I don't think there will be any snow for Florida. If there is any it would very light flurries or sleet. Already starting to clear out around the Pensacola area and water vapor imagery shows some mid to upper level dry air infiltrating into Mississippi and moving Alabama.
There's some new questions on my blog to answer, you can view them here.
FLWF91..The air will be cold and dry behind the front the chance of ice from residual moisture is unlikely due to evaporation via the dry air but you might still have a couple puddles that could freeze at night...I beleave that there are places to ski/snowboard only about an hour outside of metro d.c. ..hope the info helps a little..stillwaiting
thanks stillwaiting
WOW! This squall nearing Fl looks insane.
Wow, Holy dog Crud!

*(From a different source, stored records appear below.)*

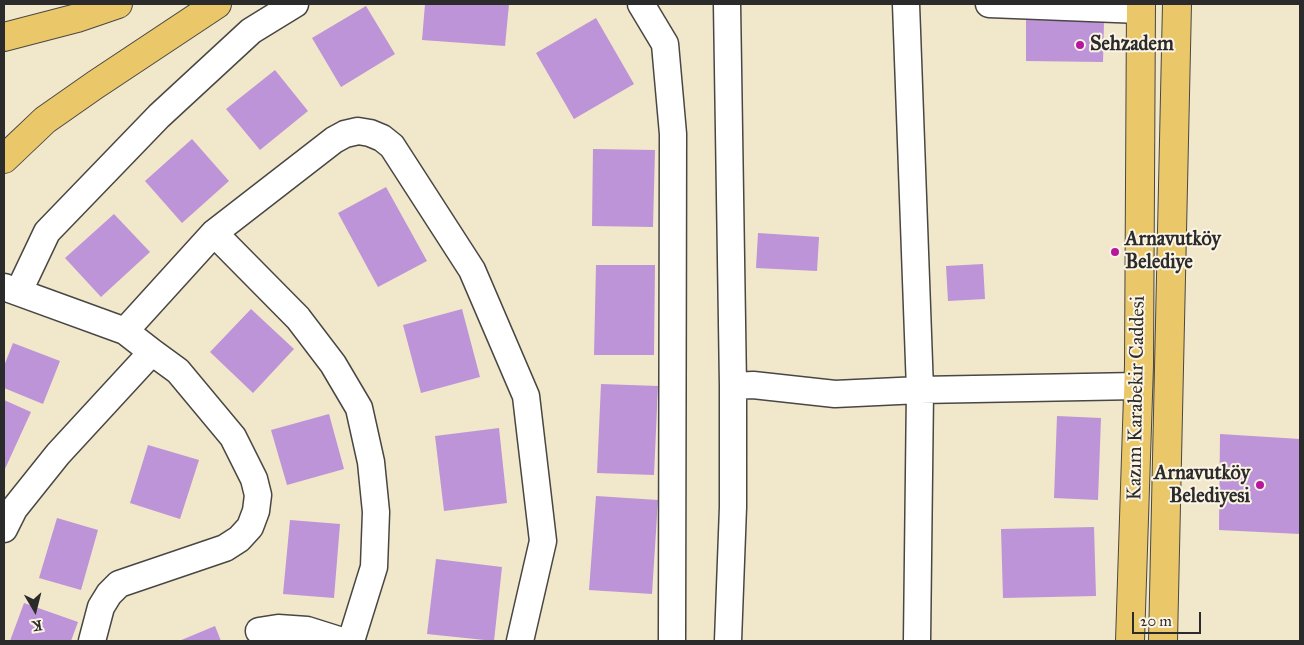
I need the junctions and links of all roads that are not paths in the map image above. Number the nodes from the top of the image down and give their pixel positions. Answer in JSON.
{"nodes":[{"id":1,"x":118,"y":4,"type":"edge"},
{"id":2,"x":217,"y":4,"type":"edge"},
{"id":3,"x":295,"y":4,"type":"edge"},
{"id":4,"x":641,"y":4,"type":"edge"},
{"id":5,"x":727,"y":4,"type":"edge"},
{"id":6,"x":906,"y":4,"type":"edge"},
{"id":7,"x":989,"y":4,"type":"edge"},
{"id":8,"x":1177,"y":4,"type":"edge"},
{"id":9,"x":1141,"y":7,"type":"edge"},
{"id":10,"x":4,"y":37,"type":"edge"},
{"id":11,"x":4,"y":159,"type":"edge"},
{"id":12,"x":214,"y":233,"type":"junction"},
{"id":13,"x":11,"y":289,"type":"edge"},
{"id":14,"x":125,"y":332,"type":"junction"},
{"id":15,"x":152,"y":352,"type":"junction"},
{"id":16,"x":733,"y":386,"type":"junction"},
{"id":17,"x":1138,"y":386,"type":"junction"},
{"id":18,"x":920,"y":390,"type":"junction"},
{"id":19,"x":4,"y":529,"type":"edge"},
{"id":20,"x":259,"y":631,"type":"dead end"},
{"id":21,"x":92,"y":641,"type":"edge"},
{"id":22,"x":342,"y":641,"type":"edge"},
{"id":23,"x":352,"y":641,"type":"edge"},
{"id":24,"x":520,"y":641,"type":"edge"},
{"id":25,"x":672,"y":641,"type":"edge"},
{"id":26,"x":728,"y":641,"type":"edge"},
{"id":27,"x":917,"y":641,"type":"edge"},
{"id":28,"x":1130,"y":641,"type":"edge"},
{"id":29,"x":1163,"y":641,"type":"edge"}],
"edges":[{"from":1,"to":10,"type":"main road"},
{"from":2,"to":11,"type":"main road"},
{"from":3,"to":13,"type":"street"},
{"from":4,"to":25,"type":"street"},
{"from":5,"to":16,"type":"street"},
{"from":6,"to":18,"type":"street"},
{"from":7,"to":9,"type":"street"},
{"from":8,"to":29,"type":"main road","name":"Kazım Karabekir Caddesi"},
{"from":9,"to":17,"type":"main road","name":"Kazım Karabekir Caddesi"},
{"from":12,"to":14,"type":"street"},
{"from":12,"to":23,"type":"street"},
{"from":12,"to":24,"type":"street"},
{"from":13,"to":14,"type":"street"},
{"from":14,"to":15,"type":"street"},
{"from":15,"to":19,"type":"street"},
{"from":15,"to":21,"type":"street"},
{"from":16,"to":18,"type":"street"},
{"from":16,"to":26,"type":"street"},
{"from":17,"to":18,"type":"street"},
{"from":17,"to":28,"type":"main road","name":"Kazım Karabekir Caddesi"},
{"from":18,"to":27,"type":"street"},
{"from":20,"to":22,"type":"street"}]}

Im about to get Slammed by Tornados and Sever Thunderstorms! I have Tornado Watches up and Sever Thunderstrom Watches!
Guys- This squall line is strengthening and it looks like it means business! Many times, these things begin to lose some punch as they near shore, but this one has a TON of fuel to work with!

Be alert! Tampa Bay will get rocked pretty hard this evening.
yea its Bad.

Those of you in the Jacksonville area need to take cover! Dangerous lighting and winds of 70mph are over you now. Stay safe!!!

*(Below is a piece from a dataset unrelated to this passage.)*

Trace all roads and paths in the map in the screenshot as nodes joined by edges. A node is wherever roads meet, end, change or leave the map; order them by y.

Tampa area is getting hammered. Tornado warnings everywhere. I am still dry, but that is about to change...
I am getting hammered bad in Tampa in the Town and Country/ West Chase area.

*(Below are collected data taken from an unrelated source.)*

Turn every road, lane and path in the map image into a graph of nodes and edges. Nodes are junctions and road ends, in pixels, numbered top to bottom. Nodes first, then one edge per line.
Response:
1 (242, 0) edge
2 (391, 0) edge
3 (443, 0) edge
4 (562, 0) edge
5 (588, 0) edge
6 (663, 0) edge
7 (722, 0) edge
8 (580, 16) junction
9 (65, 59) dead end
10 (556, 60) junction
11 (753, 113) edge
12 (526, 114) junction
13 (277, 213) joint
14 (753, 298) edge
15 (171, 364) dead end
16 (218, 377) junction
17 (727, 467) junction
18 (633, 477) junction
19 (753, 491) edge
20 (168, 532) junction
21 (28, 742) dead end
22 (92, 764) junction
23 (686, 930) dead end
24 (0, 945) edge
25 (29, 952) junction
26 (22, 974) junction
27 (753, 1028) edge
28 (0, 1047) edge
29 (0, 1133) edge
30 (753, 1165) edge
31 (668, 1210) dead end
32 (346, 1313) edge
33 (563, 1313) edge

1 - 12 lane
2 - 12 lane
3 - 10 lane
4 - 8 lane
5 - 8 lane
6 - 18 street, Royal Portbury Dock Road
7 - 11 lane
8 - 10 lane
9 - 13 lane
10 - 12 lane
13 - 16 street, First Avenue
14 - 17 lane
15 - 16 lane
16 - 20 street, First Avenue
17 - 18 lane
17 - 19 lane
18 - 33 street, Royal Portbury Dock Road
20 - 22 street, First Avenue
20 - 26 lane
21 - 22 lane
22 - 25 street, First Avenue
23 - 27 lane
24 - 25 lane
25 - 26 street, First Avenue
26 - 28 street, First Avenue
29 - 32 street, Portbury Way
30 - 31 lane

Hello everyone. Hi JP and Nash
I saw a tornado watch, & some severe thunderstorm warnings, but I did not yet see a tornado warning. Anybody see one in Florida?
looks like a vortex is just off shore St. Pete area...
Several tornado warnings in the Tampa area.

There are a couple of water spouts heading towards me now.
West Central Hillsborough needs to look out. Possible hooker coming in the area.
Very strong signature approaching my area in Apollo Beach now.
yep i see it Nash be careful.
Radar loop Link
Possible vortex in the mouth of Tampa Bay.
Vortex right offshore of Apollo Beach....
Nash it looks like a possble vortex just south of McDill AFB.
Was Just slammed, big time in Florida Here, Lots of Rain, and Low dipping Clouds.
Not over yet for Tampa...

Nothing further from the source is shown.